Há tempos um colega estranhou que eu colocasse Kafka acima de Joyce e de Proust como o escritor definitivo do século XX. Diante da exuberância linguística, imagética e psicológica dos universos ficcionais de Joyce e de Proust, por que iria eu preferir a aridez do mundo enclausurado de Kafka? Não seria essa opção ascética uma espécie de cegueira à grande arte ou uma negação niilista e, no limite, perversa, do que nos torna humanos? 


Para aplacar a indignação velada do colega, que me olhava cheio de censuras morais e estéticas, aleguei minha relação idiossincrática com a literatura e lhe prometi uma resposta para daí a três semanas. Três anos depois resolvi que estava na hora de pagar a dívida. Na impossibilidade de percorrer toda a obra de Kafka, convido o meu colega e os eventuais leitores a lerem comigo o conto Durante a construção da muralha da China.

 


Tese 1

O fundamentalismo dos moderados



"A muralha da China foi terminada no seu trecho mais setentrional".

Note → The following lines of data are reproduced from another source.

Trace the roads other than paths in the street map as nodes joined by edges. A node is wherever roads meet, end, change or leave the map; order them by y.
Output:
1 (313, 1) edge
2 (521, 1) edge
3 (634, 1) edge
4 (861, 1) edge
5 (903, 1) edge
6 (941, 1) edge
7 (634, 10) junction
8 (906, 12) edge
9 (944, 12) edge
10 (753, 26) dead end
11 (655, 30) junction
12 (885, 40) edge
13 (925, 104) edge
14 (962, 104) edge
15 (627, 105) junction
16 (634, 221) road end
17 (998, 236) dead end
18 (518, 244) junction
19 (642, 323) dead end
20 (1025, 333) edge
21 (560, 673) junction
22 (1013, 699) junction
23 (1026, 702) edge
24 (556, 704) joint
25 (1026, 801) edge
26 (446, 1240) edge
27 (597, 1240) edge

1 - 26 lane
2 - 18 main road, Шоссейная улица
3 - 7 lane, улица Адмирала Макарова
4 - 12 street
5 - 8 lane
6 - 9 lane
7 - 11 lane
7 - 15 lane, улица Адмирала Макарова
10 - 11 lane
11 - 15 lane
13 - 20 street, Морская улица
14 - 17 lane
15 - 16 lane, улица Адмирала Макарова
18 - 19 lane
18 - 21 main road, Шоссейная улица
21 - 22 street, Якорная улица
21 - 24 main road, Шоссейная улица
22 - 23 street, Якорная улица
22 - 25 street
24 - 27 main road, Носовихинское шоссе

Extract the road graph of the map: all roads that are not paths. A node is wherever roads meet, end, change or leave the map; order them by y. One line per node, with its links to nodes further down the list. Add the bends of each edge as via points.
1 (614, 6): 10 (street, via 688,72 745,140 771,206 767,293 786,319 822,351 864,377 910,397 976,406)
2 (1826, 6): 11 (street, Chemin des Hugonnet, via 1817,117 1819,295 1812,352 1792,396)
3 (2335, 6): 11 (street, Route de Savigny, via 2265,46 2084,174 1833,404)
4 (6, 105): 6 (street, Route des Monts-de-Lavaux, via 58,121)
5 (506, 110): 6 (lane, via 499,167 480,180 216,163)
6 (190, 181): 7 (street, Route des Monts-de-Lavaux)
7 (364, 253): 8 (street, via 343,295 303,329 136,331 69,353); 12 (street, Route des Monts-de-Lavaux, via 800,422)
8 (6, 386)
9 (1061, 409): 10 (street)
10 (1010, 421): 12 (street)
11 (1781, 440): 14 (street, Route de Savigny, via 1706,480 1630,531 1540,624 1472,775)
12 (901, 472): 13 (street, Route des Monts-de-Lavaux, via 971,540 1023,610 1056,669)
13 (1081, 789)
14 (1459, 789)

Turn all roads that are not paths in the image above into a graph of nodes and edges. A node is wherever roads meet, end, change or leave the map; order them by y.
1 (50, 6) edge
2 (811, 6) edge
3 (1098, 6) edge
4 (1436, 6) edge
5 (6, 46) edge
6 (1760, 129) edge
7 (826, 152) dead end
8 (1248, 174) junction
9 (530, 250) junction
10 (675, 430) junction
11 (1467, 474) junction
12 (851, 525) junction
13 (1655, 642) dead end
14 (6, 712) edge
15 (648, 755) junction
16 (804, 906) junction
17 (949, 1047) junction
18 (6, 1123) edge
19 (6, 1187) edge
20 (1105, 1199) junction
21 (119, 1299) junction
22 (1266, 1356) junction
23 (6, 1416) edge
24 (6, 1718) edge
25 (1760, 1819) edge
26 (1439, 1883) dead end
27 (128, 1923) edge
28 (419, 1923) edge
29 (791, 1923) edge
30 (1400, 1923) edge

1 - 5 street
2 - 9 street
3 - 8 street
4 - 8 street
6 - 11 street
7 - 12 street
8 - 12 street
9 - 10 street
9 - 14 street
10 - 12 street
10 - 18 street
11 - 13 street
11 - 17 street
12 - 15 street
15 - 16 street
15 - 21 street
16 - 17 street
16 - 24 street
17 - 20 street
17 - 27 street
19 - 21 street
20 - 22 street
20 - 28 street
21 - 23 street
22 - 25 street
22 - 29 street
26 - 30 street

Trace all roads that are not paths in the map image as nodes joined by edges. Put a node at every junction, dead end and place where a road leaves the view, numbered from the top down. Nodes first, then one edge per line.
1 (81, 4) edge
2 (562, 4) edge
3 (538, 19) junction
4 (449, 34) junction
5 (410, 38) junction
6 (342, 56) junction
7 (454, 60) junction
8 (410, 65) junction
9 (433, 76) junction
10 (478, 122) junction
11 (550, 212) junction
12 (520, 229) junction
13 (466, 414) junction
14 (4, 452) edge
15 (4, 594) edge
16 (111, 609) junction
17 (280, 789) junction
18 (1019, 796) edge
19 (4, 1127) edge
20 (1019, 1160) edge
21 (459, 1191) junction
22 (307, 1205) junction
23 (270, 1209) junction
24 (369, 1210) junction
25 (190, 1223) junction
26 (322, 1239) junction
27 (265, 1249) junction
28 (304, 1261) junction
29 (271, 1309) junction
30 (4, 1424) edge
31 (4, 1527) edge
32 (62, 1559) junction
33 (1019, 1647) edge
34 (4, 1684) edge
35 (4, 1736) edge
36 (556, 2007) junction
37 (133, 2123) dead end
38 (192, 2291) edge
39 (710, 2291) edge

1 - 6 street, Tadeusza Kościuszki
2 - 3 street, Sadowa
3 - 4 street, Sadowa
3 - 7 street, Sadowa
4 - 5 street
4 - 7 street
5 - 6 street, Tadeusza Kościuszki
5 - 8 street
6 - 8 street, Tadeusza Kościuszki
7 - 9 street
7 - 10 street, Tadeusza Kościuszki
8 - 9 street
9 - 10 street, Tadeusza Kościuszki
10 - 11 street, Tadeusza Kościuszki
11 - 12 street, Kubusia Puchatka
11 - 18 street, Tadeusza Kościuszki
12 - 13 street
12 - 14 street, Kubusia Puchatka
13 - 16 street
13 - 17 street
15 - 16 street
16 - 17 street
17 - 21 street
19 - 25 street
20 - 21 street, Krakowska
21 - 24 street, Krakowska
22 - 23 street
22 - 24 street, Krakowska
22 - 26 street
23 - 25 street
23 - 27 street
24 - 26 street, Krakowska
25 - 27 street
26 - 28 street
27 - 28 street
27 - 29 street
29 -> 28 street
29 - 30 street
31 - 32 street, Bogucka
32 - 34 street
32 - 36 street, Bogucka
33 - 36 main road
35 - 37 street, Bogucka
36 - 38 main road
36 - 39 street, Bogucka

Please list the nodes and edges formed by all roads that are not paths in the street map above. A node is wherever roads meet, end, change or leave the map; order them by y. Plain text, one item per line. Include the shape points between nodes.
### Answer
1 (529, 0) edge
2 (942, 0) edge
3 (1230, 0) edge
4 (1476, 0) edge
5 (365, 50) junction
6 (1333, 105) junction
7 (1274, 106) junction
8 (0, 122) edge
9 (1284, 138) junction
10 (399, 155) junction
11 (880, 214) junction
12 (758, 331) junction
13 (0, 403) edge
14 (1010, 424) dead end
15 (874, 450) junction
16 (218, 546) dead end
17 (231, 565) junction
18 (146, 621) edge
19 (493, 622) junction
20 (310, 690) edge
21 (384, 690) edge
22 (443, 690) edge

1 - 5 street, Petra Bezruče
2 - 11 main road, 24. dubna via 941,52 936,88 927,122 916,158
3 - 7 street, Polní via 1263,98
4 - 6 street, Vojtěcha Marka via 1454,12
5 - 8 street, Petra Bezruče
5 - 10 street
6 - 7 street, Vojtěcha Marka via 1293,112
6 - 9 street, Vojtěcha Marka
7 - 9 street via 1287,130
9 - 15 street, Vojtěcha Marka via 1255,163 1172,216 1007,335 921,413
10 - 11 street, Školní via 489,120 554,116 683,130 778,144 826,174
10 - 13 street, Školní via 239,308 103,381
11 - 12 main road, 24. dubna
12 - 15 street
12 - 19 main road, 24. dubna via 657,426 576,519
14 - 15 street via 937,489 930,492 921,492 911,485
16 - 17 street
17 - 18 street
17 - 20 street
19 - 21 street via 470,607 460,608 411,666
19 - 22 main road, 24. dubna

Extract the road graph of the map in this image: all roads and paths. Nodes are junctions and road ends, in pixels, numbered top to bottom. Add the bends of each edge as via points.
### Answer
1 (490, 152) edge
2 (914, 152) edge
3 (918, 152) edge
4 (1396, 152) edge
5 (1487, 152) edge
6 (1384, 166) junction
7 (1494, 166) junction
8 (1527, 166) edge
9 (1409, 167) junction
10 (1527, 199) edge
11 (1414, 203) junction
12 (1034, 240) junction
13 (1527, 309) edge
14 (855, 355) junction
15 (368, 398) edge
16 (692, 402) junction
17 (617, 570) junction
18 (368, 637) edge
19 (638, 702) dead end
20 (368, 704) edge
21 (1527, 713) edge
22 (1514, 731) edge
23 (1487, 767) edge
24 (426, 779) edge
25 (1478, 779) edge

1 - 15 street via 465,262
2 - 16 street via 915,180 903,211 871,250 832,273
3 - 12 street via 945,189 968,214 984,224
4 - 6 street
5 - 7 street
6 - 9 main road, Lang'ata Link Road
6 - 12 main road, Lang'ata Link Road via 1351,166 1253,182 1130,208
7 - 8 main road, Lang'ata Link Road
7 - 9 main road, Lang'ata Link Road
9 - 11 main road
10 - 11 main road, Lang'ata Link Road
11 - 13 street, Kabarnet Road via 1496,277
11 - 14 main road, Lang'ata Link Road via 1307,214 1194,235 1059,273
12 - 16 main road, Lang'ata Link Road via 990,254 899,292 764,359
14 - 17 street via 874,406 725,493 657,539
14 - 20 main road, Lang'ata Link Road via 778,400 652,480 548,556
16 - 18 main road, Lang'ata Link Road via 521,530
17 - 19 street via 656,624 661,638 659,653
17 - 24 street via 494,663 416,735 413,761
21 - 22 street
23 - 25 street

A declaração inicial é espantosa e trivial. O narrador, que foi mestre de obra durante a construção, poderia nos dar o testemunho emocionado do esforço coletivo ou alçar o canto épico da proeza colossal, porém, ao invés disso, oculta na voz passiva o agente da ação e apara, na concisão impessoal, qualquer a subjetividade do enunciador. No seu modo indicativo, a declaração inicial adota a forma protocolar com que registram-se os fatos.

 

Os fatos são estados do mundo cuja positividade (isto é, autenticidade, objetividade e relevância) passou pelo escrutínio de certas instituições, entre as quais as agências de notícias, a comunidade acadêmica, a investigação policial e o poder judiciário. Validados por essas instituições, os fatos podem ser noticiados, arquivados, tabulados, ensinados ou usados como provas para aceitar ou refutar certas asserções. 

 

Em sua positividade, os fatos se impõem aos mitos, às ficções, às especulações, às mistificações, aos boatos, às fake news. Um conhecido adágio diz que "os fatos falam por si mesmos", razão pela qual o interlocutor que ignora os fatos faz figura de ignorante ou ingênuo. E aquele que tenta contestar um fato, vê-se na obrigação de apresentar outros fatos, devidamente validados. As disputas políticas e as batalhas para ganhar corações e mentes parecem girar em torno dos fatos aduzidos pelas partes contendoras, de maneira que parecemos nunca se sair do circuito da positividade em que os fatos são aferidos, validados e postos em circulação como moeda corrente da conversação e das relações sociais, seja na fala dos peritos, seja nas ilações do diletantes.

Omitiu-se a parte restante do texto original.